-- Opening Marker --

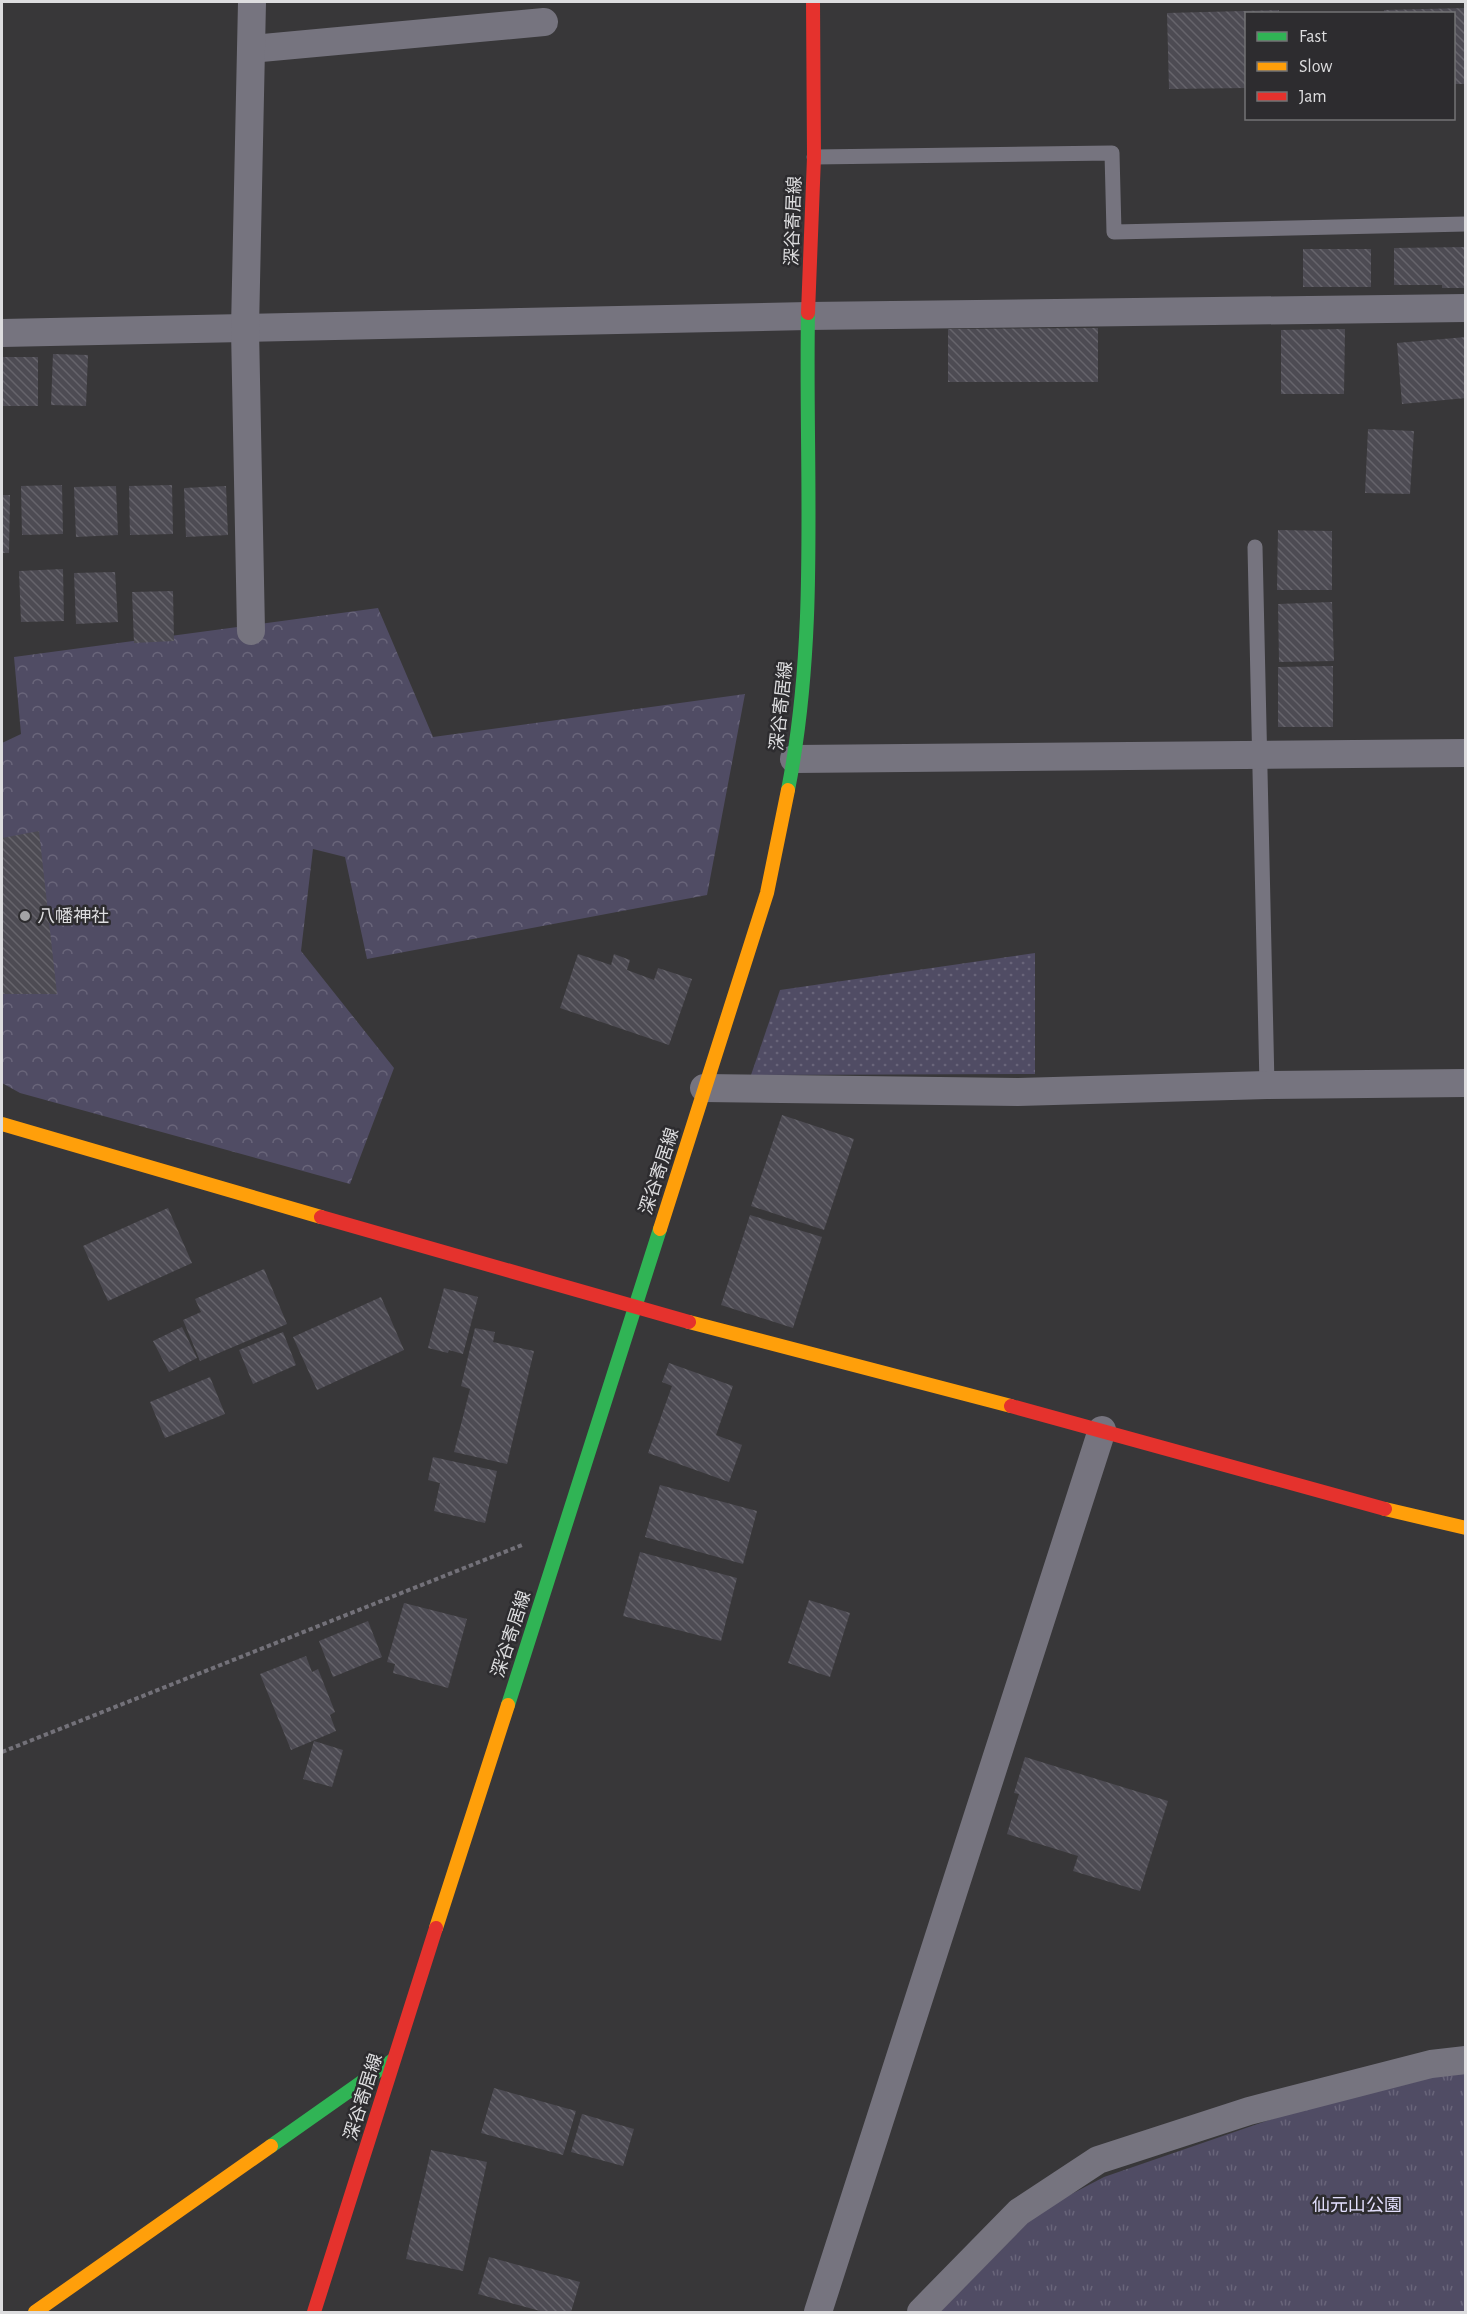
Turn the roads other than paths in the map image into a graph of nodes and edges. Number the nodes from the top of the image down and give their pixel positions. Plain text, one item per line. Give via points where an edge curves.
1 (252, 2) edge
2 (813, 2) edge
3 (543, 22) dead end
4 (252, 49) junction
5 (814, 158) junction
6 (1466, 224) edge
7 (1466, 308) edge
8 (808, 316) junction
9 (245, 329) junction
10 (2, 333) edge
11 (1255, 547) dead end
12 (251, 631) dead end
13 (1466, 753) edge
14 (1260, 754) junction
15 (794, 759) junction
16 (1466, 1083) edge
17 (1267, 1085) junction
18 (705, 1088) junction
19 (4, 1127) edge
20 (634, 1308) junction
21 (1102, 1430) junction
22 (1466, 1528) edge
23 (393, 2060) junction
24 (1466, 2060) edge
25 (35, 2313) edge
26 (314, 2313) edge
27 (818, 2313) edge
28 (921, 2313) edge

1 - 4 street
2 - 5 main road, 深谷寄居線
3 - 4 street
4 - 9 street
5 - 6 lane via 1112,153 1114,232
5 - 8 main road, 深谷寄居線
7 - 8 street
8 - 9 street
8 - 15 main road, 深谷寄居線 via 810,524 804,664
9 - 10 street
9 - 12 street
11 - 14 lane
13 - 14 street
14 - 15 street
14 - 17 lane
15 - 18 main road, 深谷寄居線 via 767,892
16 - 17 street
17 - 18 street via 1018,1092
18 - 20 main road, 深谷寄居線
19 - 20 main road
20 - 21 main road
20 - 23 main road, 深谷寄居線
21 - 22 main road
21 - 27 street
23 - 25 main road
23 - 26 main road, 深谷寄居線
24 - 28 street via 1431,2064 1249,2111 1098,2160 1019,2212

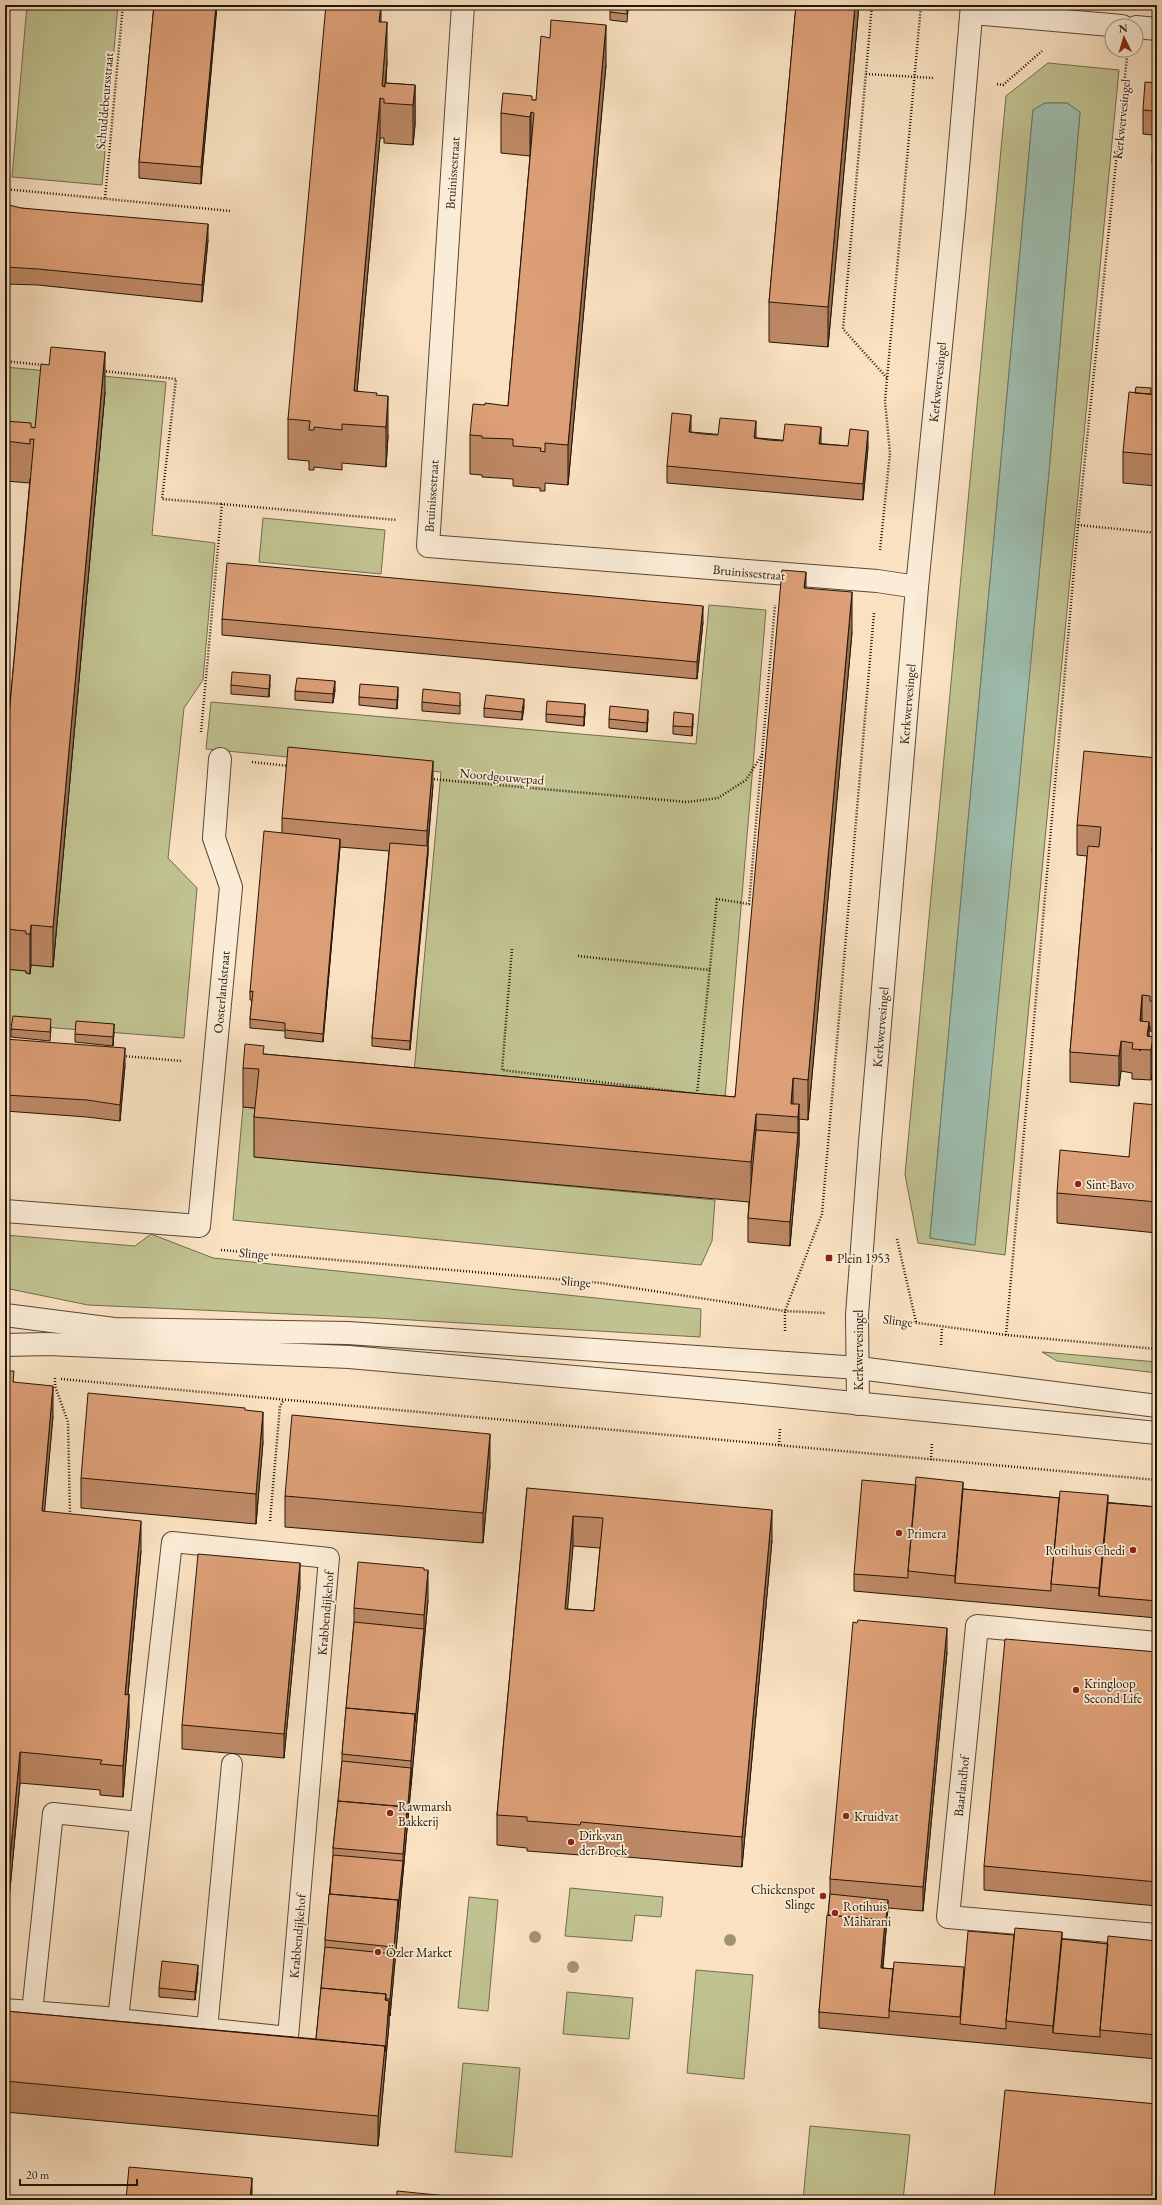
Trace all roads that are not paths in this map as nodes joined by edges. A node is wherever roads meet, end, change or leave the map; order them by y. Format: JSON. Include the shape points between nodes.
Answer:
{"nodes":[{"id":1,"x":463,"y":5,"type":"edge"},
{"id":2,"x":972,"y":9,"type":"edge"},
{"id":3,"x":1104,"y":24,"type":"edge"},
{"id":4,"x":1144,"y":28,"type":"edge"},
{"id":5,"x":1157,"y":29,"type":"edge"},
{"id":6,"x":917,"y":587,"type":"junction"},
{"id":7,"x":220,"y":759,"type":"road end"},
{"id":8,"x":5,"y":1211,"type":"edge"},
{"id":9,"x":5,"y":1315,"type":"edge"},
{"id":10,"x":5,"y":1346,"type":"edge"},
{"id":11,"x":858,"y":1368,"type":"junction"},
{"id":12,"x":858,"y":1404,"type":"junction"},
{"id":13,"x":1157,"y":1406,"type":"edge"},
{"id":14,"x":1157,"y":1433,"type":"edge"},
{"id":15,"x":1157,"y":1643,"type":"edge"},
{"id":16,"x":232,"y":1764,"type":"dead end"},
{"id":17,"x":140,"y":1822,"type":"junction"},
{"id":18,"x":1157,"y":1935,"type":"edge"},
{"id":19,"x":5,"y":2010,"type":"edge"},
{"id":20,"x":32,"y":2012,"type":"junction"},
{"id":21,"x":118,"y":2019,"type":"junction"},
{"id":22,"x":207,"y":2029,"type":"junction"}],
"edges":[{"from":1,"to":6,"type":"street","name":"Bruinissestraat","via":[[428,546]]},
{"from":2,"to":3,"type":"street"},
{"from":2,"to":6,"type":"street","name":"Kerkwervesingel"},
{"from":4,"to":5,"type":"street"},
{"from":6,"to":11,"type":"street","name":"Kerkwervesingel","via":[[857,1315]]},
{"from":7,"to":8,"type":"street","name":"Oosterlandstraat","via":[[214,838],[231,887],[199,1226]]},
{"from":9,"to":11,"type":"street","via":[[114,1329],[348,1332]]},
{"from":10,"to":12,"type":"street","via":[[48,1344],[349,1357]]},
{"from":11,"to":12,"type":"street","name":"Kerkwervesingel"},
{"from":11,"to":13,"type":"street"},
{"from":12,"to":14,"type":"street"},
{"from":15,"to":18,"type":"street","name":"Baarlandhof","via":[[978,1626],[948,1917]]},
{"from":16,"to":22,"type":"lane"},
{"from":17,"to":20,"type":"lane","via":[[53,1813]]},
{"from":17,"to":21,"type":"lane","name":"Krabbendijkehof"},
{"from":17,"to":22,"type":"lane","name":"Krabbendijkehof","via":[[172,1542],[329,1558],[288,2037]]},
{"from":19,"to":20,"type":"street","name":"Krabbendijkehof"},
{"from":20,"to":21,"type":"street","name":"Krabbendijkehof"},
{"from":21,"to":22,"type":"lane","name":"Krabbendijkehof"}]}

-- Closing Marker --

AIM OF THE EXERCISE
Scan the material above for lines holding "nodes" and copy each of them.

SOLUTION FOR THIS TASK
Turn the roads other than paths in the map image into a graph of nodes and edges. Number the nodes from the top of the image down and give their pixel positions. Plain text, one item per line. Give via points where an edge curves.
Trace all roads that are not paths in this map as nodes joined by edges. A node is wherever roads meet, end, change or leave the map; order them by y. Format: JSON. Include the shape points between nodes.
{"nodes":[{"id":1,"x":463,"y":5,"type":"edge"},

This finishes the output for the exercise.